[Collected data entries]
--- START ---

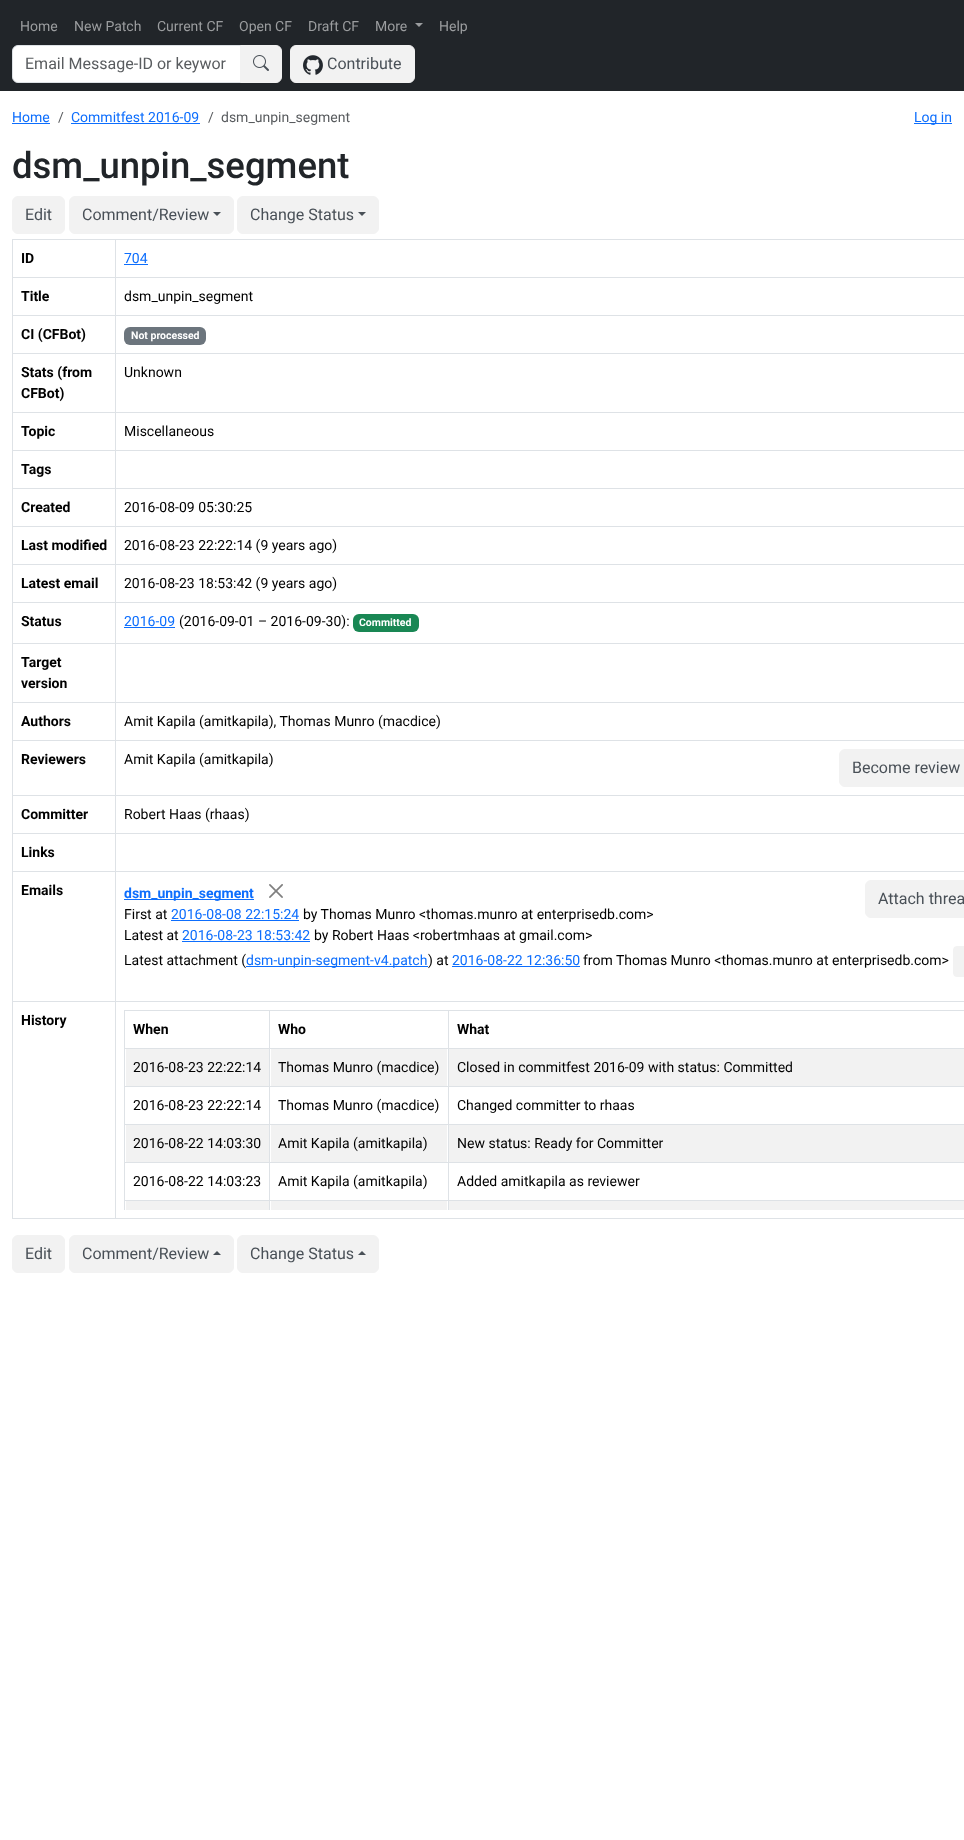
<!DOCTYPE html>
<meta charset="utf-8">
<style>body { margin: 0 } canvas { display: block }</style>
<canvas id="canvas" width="964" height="1840"></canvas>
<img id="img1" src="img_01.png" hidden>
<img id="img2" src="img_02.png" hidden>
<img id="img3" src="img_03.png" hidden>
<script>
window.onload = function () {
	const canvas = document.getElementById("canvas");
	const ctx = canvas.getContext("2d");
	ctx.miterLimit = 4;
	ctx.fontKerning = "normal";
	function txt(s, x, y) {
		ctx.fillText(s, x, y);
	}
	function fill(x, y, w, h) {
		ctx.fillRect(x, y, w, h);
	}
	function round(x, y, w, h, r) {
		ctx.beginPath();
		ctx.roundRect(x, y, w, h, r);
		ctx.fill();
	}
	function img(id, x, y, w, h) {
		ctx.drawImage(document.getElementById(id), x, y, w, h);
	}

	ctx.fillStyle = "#FFFFFF";
	fill(0, 0, 964, 1840);
	ctx.fillStyle = "#212529";
	fill(0, 0, 964, 91);
	ctx.fillStyle = "#9B9D9F";
	ctx.beginPath();
	ctx.moveTo(415, 23);
	ctx.lineTo(423, 23);
	ctx.lineTo(419, 27);
	ctx.closePath();
	ctx.fill();
	ctx.fillStyle = "#FFFFFF";
	ctx.beginPath();
	ctx.roundRect(12.5, 45.5, 228, 37, [5.5, 0, 0, 5.5]);
	ctx.fill();
	ctx.strokeStyle = "#DEE2E6";
	ctx.stroke();
	ctx.fillStyle = "#F2F2F2";
	ctx.beginPath();
	ctx.roundRect(240.5, 45.5, 41, 37, [0, 5.5, 5.5, 0]);
	ctx.fill();
	ctx.strokeStyle = "#F2F2F2";
	ctx.stroke();
	img("img1", 253, 55, 16, 16);
	ctx.beginPath();
	ctx.roundRect(290.5, 45.5, 124, 37, 5.5);
	ctx.fill();
	ctx.stroke();
	img("img2", 303, 55, 20, 20);
	ctx.fillStyle = "#0D6EFD";
	fill(12, 123, 38, 1);
	fill(71, 123, 129, 1);
	fill(914, 123, 38, 1);
	ctx.fillStyle = "#F2F2F2";
	ctx.beginPath();
	ctx.roundRect(12.5, 196.5, 52, 37, 5.5);
	ctx.fill();
	ctx.stroke();
	ctx.beginPath();
	ctx.roundRect(69.5, 196.5, 164, 37, 5.5);
	ctx.fill();
	ctx.stroke();
	ctx.fillStyle = "#495057";
	ctx.beginPath();
	ctx.moveTo(213, 212);
	ctx.lineTo(221, 212);
	ctx.lineTo(217, 216);
	ctx.closePath();
	ctx.fill();
	ctx.fillStyle = "#F2F2F2";
	ctx.beginPath();
	ctx.roundRect(237.5, 196.5, 141, 37, 5.5);
	ctx.fill();
	ctx.stroke();
	ctx.fillStyle = "#495057";
	ctx.beginPath();
	ctx.moveTo(358, 212);
	ctx.lineTo(366, 212);
	ctx.lineTo(362, 216);
	ctx.closePath();
	ctx.fill();
	ctx.fillStyle = "#DEE2E6";
	fill(12, 239, 952, 1);
	ctx.fillStyle = "#0D6EFD";
	fill(124, 264, 24, 1);
	ctx.fillStyle = "#DEE2E6";
	fill(12, 277, 952, 1);
	fill(12, 315, 952, 1);
	ctx.fillStyle = "#6C757D";
	round(124, 327, 82, 18, 6);
	ctx.fillStyle = "#DEE2E6";
	fill(12, 353, 952, 1);
	fill(12, 412, 952, 1);
	fill(12, 450, 952, 1);
	fill(12, 488, 952, 1);
	fill(12, 526, 952, 1);
	fill(12, 564, 952, 1);
	fill(12, 602, 952, 1);
	ctx.fillStyle = "#0D6EFD";
	fill(124, 627, 51, 1);
	ctx.fillStyle = "#198754";
	round(353, 614, 66, 18, 6);
	ctx.fillStyle = "#DEE2E6";
	fill(12, 643, 952, 1);
	fill(12, 702, 952, 1);
	fill(12, 740, 952, 1);
	ctx.fillStyle = "#F2F2F2";
	ctx.beginPath();
	ctx.roundRect(839.5, 749.5, 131, 37, 5.5);
	ctx.fill();
	ctx.stroke();
	ctx.fillStyle = "#DEE2E6";
	fill(12, 795, 952, 1);
	fill(12, 833, 952, 1);
	fill(12, 871, 952, 1);
	ctx.fillStyle = "#0D6EFD";
	fill(124, 899, 130, 1);
	img("img3", 269, 884, 14, 14);
	fill(171, 920, 128, 1);
	fill(182, 941, 128, 1);
	fill(246, 966, 182, 1);
	fill(452, 966, 128, 1);
	ctx.fillStyle = "#F2F2F2";
	ctx.beginPath();
	ctx.roundRect(953.5, 946.5, 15, 30, 3.5);
	ctx.fill();
	ctx.stroke();
	ctx.beginPath();
	ctx.roundRect(865.5, 880.5, 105, 37, 5.5);
	ctx.fill();
	ctx.stroke();
	ctx.fillStyle = "#DEE2E6";
	fill(12, 1001, 952, 1);
	fill(12, 1218, 952, 1);
	fill(12, 239, 1, 980);
	fill(115, 239, 1, 980);
	fill(124, 1010, 840, 1);
	fill(124, 1200, 840, 1);
	ctx.fillStyle = "#F2F2F2";
	fill(126, 1201, 143, 9);
	ctx.fillStyle = "#DEE2E6";
	fill(124, 1048, 840, 1);
	fill(124, 1086, 840, 1);
	fill(124, 1124, 840, 1);
	fill(124, 1162, 840, 1);
	fill(124, 1010, 1, 200);
	ctx.fillStyle = "#F2F2F2";
	fill(271, 1201, 176, 9);
	ctx.fillStyle = "#DEE2E6";
	fill(269, 1010, 1, 200);
	ctx.fillStyle = "#F2F2F2";
	fill(449, 1201, 515, 9);
	ctx.fillStyle = "#DEE2E6";
	fill(448, 1010, 1, 200);
	ctx.fillStyle = "#F2F2F2";
	fill(126, 1049, 143, 37);
	fill(271, 1049, 176, 37);
	fill(449, 1049, 515, 37);
	fill(126, 1125, 143, 37);
	fill(271, 1125, 176, 37);
	fill(449, 1125, 515, 37);
	ctx.beginPath();
	ctx.roundRect(12.5, 1235.5, 52, 37, 5.5);
	ctx.fill();
	ctx.stroke();
	ctx.beginPath();
	ctx.roundRect(69.5, 1235.5, 164, 37, 5.5);
	ctx.fill();
	ctx.stroke();
	ctx.fillStyle = "#495057";
	ctx.beginPath();
	ctx.moveTo(221, 1255);
	ctx.lineTo(213, 1255);
	ctx.lineTo(217, 1251);
	ctx.closePath();
	ctx.fill();
	ctx.fillStyle = "#F2F2F2";
	ctx.beginPath();
	ctx.roundRect(237.5, 1235.5, 141, 37, 5.5);
	ctx.fill();
	ctx.stroke();
	ctx.fillStyle = "#495057";
	ctx.beginPath();
	ctx.moveTo(366, 1255);
	ctx.lineTo(358, 1255);
	ctx.lineTo(362, 1251);
	ctx.closePath();
	ctx.fill();
	ctx.font = "14px Roboto";
	ctx.fillStyle = "#9B9D9F";
	txt("Home", 20, 31);
	txt("New Patch", 74, 31);
	txt("Current CF", 157, 31);
	txt("Open CF", 239, 31);
	txt("Draft CF", 308, 31);
	txt("More", 375, 31);
	txt("Help", 439, 31);
	ctx.font = "16px Roboto";
	ctx.fillStyle = "#595C5F";
	txt("Email Message-ID or keywor", 25, 69);
	ctx.fillStyle = "#495057";
	txt("Contribute", 327, 69);
	ctx.font = "14px Roboto";
	ctx.fillStyle = "#0D6EFD";
	txt("Home", 12, 122);
	ctx.fillStyle = "#595C5F";
	txt("/", 58, 122);
	ctx.fillStyle = "#0D6EFD";
	txt("Commitfest 2016-09", 71, 122);
	ctx.fillStyle = "#595C5F";
	txt("/", 208, 122);
	txt("dsm_unpin_segment", 221, 122);
	ctx.fillStyle = "#0D6EFD";
	txt("Log in", 914, 122);
	ctx.font = "500 36.5px Roboto";
	ctx.fillStyle = "#212529";
	txt("dsm_unpin_segment", 12, 178);
	ctx.font = "16px Roboto";
	ctx.fillStyle = "#495057";
	txt("Edit", 25, 220);
	txt("Comment/Review", 82, 220);
	txt("Change Status", 250, 220);
	ctx.font = "bold 14px Roboto";
	ctx.fillStyle = "#000000";
	txt("ID", 21, 263);
	ctx.font = "14px Roboto";
	ctx.fillStyle = "#0D6EFD";
	txt("704", 124, 263);
	ctx.font = "bold 14px Roboto";
	ctx.fillStyle = "#000000";
	txt("Title", 21, 301);
	ctx.font = "14px Roboto";
	txt("dsm_unpin_segment", 124, 301);
	ctx.font = "bold 14px Roboto";
	txt("CI (CFBot)", 21, 339);
	ctx.font = "bold 10.5px Roboto";
	ctx.fillStyle = "#FFFFFF";
	txt("Not processed", 131, 339);
	ctx.font = "bold 14px Roboto";
	ctx.fillStyle = "#000000";
	txt("Stats (from", 21, 377);
	txt("CFBot)", 21, 398);
	ctx.font = "14px Roboto";
	txt("Unknown", 124, 377);
	ctx.font = "bold 14px Roboto";
	txt("Topic", 21, 436);
	ctx.font = "14px Roboto";
	txt("Miscellaneous", 124, 436);
	ctx.font = "bold 14px Roboto";
	txt("Tags", 21, 474);
	txt("Created", 21, 512);
	ctx.font = "14px Roboto";
	txt("2016-08-09 05:30:25", 124, 512);
	ctx.font = "bold 14px Roboto";
	txt("Last modified", 21, 550);
	ctx.font = "14px Roboto";
	txt("2016-08-23 22:22:14 (9 years ago)", 124, 550);
	ctx.font = "bold 14px Roboto";
	txt("Latest email", 21, 588);
	ctx.font = "14px Roboto";
	txt("2016-08-23 18:53:42 (9 years ago)", 124, 588);
	ctx.font = "bold 14px Roboto";
	txt("Status", 21, 626);
	ctx.font = "14px Roboto";
	ctx.fillStyle = "#0D6EFD";
	txt("2016-09", 124, 626);
	ctx.fillStyle = "#000000";
	txt("(2016-09-01 – 2016-09-30):", 179, 626);
	ctx.font = "bold 10.5px Roboto";
	ctx.fillStyle = "#FFFFFF";
	txt("Committed", 359, 626);
	ctx.font = "bold 14px Roboto";
	ctx.fillStyle = "#000000";
	txt("Target", 21, 667);
	txt("version", 21, 688);
	txt("Authors", 21, 726);
	ctx.font = "14px Roboto";
	txt("Amit Kapila (amitkapila), Thomas Munro (macdice)", 124, 726);
	ctx.font = "bold 14px Roboto";
	txt("Reviewers", 21, 764);
	ctx.font = "14px Roboto";
	txt("Amit Kapila (amitkapila)", 124, 764);
	ctx.font = "16px Roboto";
	ctx.fillStyle = "#495057";
	txt("Become review", 852, 773);
	ctx.font = "bold 14px Roboto";
	ctx.fillStyle = "#000000";
	txt("Committer", 21, 819);
	ctx.font = "14px Roboto";
	txt("Robert Haas (rhaas)", 124, 819);
	ctx.font = "bold 14px Roboto";
	txt("Links", 21, 857);
	txt("Emails", 21, 895);
	ctx.fillStyle = "#0D6EFD";
	txt("dsm_unpin_segment", 124, 898);
	ctx.font = "14px Roboto";
	ctx.fillStyle = "#000000";
	txt("First at", 124, 919);
	ctx.fillStyle = "#0D6EFD";
	txt("2016-08-08 22:15:24", 171, 919);
	ctx.fillStyle = "#000000";
	txt("by Thomas Munro <thomas.munro at enterprisedb.com>", 303, 919);
	txt("Latest at", 124, 940);
	ctx.fillStyle = "#0D6EFD";
	txt("2016-08-23 18:53:42", 182, 940);
	ctx.fillStyle = "#000000";
	txt("by Robert Haas <robertmhaas at gmail.com>", 314, 940);
	txt("Latest attachment (", 124, 965);
	ctx.fillStyle = "#0D6EFD";
	txt("dsm-unpin-segment-v4.patch", 246, 965);
	ctx.fillStyle = "#000000";
	txt(") at", 428, 965);
	ctx.fillStyle = "#0D6EFD";
	txt("2016-08-22 12:36:50", 452, 965);
	ctx.fillStyle = "#000000";
	txt("from Thomas Munro <thomas.munro at enterprisedb.com>", 583, 965);
	ctx.font = "16px Roboto";
	ctx.fillStyle = "#495057";
	txt("Attach threa", 878, 904);
	ctx.font = "bold 14px Roboto";
	ctx.fillStyle = "#000000";
	txt("History", 21, 1025);
	txt("When", 133, 1034);
	txt("Who", 278, 1034);
	txt("What", 457, 1034);
	ctx.font = "14px Roboto";
	txt("2016-08-23 22:22:14", 133, 1072);
	txt("Thomas Munro (macdice)", 278, 1072);
	txt("Closed in commitfest 2016-09 with status: Committed", 457, 1072);
	txt("2016-08-23 22:22:14", 133, 1110);
	txt("Thomas Munro (macdice)", 278, 1110);
	txt("Changed committer to rhaas", 457, 1110);
	txt("2016-08-22 14:03:30", 133, 1148);
	txt("Amit Kapila (amitkapila)", 278, 1148);
	txt("New status: Ready for Committer", 457, 1148);
	txt("2016-08-22 14:03:23", 133, 1186);
	txt("Amit Kapila (amitkapila)", 278, 1186);
	txt("Added amitkapila as reviewer", 457, 1186);
	ctx.font = "16px Roboto";
	ctx.fillStyle = "#495057";
	txt("Edit", 25, 1259);
	txt("Comment/Review", 82, 1259);
	txt("Change Status", 250, 1259);
};
</script>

--- END ---

Looking only at the entries, count the lines that contain the word "Latest", then state that count and nothing else.

3